Both actors, of course, have backgrounds in comedy, with Miller rising to fame as a part of a sketch duo alongside Alexander Armstrong, while de la Tour came to prominence playing Ruth Jones in hit 1970s sitcom Rising Damp.

Miller says one scene with de la Tour that occurs late on in the six-part first season of Professor T is one of his favourites he’s ever acted in. “It’s the two of us having an extraordinary lunch together and there are all kinds of undercurrents to what’s going on,” he says.

“I find I get very emotional when talking about this show. I don’t know what it is that it’s triggering in me, but it feels very cathartic. A lot of the scenes are very dark and intense and this story was very exposing emotionally for me. What the character is going though chimes with me very strongly,” Miller adds.

As the Death in Paradise star suggested earlier, the role of Professor T has pushed him as an actor like never before: “I’ve tended to do stuff that conceals rather than reveals who I am. This is the first time I’ve felt brave enough to do something that is really quite close to who I am myself and not be frightened of that.”

The BritBox and ITV show also stars Emma Naomi as police officer Lisa Donckers

Despite the intensity of the role, Miller adds that the experience of working on the show with a skeleton crew under Covid-safe conditions was “unbelievably joyful.”

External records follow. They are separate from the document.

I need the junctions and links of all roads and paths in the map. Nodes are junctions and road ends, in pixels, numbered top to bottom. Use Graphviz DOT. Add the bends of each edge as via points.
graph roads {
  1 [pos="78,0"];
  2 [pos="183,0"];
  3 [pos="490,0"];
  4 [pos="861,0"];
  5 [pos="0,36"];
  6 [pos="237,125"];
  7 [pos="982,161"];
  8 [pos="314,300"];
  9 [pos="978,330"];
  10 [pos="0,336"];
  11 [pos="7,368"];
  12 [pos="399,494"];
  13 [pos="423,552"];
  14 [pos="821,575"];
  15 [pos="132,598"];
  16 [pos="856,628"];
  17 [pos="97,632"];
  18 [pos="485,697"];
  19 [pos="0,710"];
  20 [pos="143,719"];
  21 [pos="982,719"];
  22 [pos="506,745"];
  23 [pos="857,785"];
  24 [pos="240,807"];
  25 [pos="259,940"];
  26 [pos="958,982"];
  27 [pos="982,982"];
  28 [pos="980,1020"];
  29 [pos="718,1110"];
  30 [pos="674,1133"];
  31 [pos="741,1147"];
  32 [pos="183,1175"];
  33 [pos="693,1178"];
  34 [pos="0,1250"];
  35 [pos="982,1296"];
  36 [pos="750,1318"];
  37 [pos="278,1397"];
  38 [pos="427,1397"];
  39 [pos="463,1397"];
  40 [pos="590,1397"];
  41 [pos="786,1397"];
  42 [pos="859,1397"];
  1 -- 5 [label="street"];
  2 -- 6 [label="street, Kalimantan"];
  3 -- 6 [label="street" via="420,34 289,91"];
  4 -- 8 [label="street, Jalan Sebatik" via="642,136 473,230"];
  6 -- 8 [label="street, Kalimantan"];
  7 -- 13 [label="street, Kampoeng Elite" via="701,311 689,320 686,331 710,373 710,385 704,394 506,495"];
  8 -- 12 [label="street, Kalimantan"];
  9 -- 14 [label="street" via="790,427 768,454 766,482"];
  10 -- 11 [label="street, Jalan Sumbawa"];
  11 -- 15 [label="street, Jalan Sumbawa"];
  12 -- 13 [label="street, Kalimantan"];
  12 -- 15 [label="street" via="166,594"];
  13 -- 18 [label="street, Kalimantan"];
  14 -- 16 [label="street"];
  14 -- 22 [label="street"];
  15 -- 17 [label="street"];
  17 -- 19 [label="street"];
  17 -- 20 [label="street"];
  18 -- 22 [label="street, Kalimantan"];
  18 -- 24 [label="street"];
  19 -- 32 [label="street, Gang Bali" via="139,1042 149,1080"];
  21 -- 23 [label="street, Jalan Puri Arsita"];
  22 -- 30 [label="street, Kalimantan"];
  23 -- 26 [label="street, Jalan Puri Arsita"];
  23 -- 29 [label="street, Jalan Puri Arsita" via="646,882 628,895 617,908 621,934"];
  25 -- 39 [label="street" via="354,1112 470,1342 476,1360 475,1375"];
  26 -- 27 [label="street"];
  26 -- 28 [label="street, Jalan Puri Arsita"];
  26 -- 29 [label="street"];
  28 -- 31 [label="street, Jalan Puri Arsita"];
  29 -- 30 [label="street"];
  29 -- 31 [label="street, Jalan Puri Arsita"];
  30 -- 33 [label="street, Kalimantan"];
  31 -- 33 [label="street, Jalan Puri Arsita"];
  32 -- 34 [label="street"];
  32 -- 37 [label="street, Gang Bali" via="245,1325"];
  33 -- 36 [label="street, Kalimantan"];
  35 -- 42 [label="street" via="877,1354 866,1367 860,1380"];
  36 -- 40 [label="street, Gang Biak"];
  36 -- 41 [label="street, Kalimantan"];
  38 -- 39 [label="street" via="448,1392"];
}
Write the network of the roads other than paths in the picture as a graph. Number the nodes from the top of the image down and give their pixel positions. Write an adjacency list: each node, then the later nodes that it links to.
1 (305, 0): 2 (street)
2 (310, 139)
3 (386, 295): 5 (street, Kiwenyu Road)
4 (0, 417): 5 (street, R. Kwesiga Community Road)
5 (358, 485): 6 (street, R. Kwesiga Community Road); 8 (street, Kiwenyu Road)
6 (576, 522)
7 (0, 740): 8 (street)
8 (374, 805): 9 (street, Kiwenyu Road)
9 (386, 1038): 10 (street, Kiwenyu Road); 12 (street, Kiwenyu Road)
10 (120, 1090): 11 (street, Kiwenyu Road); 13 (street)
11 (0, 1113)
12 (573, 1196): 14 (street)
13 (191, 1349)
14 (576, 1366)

“Over the years, I have noticed that comedy sets tend to be quite dull and serious, while on drama sets about really dark subjects, everyone is just laughing and joking the whole time,” he says.

Meanwhile, Miller, who recently starred in Netflix’s global hit Bridgerton as Lord Featherington, believes the genres of comedy and drama are blending more than ever. He puts this down to the streaming revolution, allowing executives to throw the shackles off when it comes to how TV is commissioned.

“I’m very interested in that side of things and I’ve always loved the business side of what I do,” he says. “I love the way it’s become so international, and that was a huge reason for wanting to do this show as well. I love the way streaming services have just completely wrecked the old ideas of genres.

“We’re not restricted so much by having to develop through a drama department or a comedy department. You can have real exquisite moments of both in shows, and the breaking down of those genres has been a real development of things moving online.

“In the 1990s, everything was comedy, whereas now we’re all fascinated by crime. The sophistication of this genre has been just breathtaking over the last two to four years. We’ve seen some extraordinarily brilliant shows and it’s all being driven by this international cross-pollination that’s not really existed before.”

Miller, clearly an advocate for European drama, says the Scandinavian thrillers we’ve seen on BBC4, Walter Presents and other platforms are influencing both UK and US drama, offering Broadchurch and Big Little Lies as respective examples. And as TV becomes ever more local yet global, Miller believes broadcasters are upping their game to compete with global giants.

“The technology we’re using now is bringing it about, and the pandemic has only accelerated that because we’ve all watched each other’s shows. This is an ITV show but it can stand shoulder to shoulder with anything produced by the streamers.”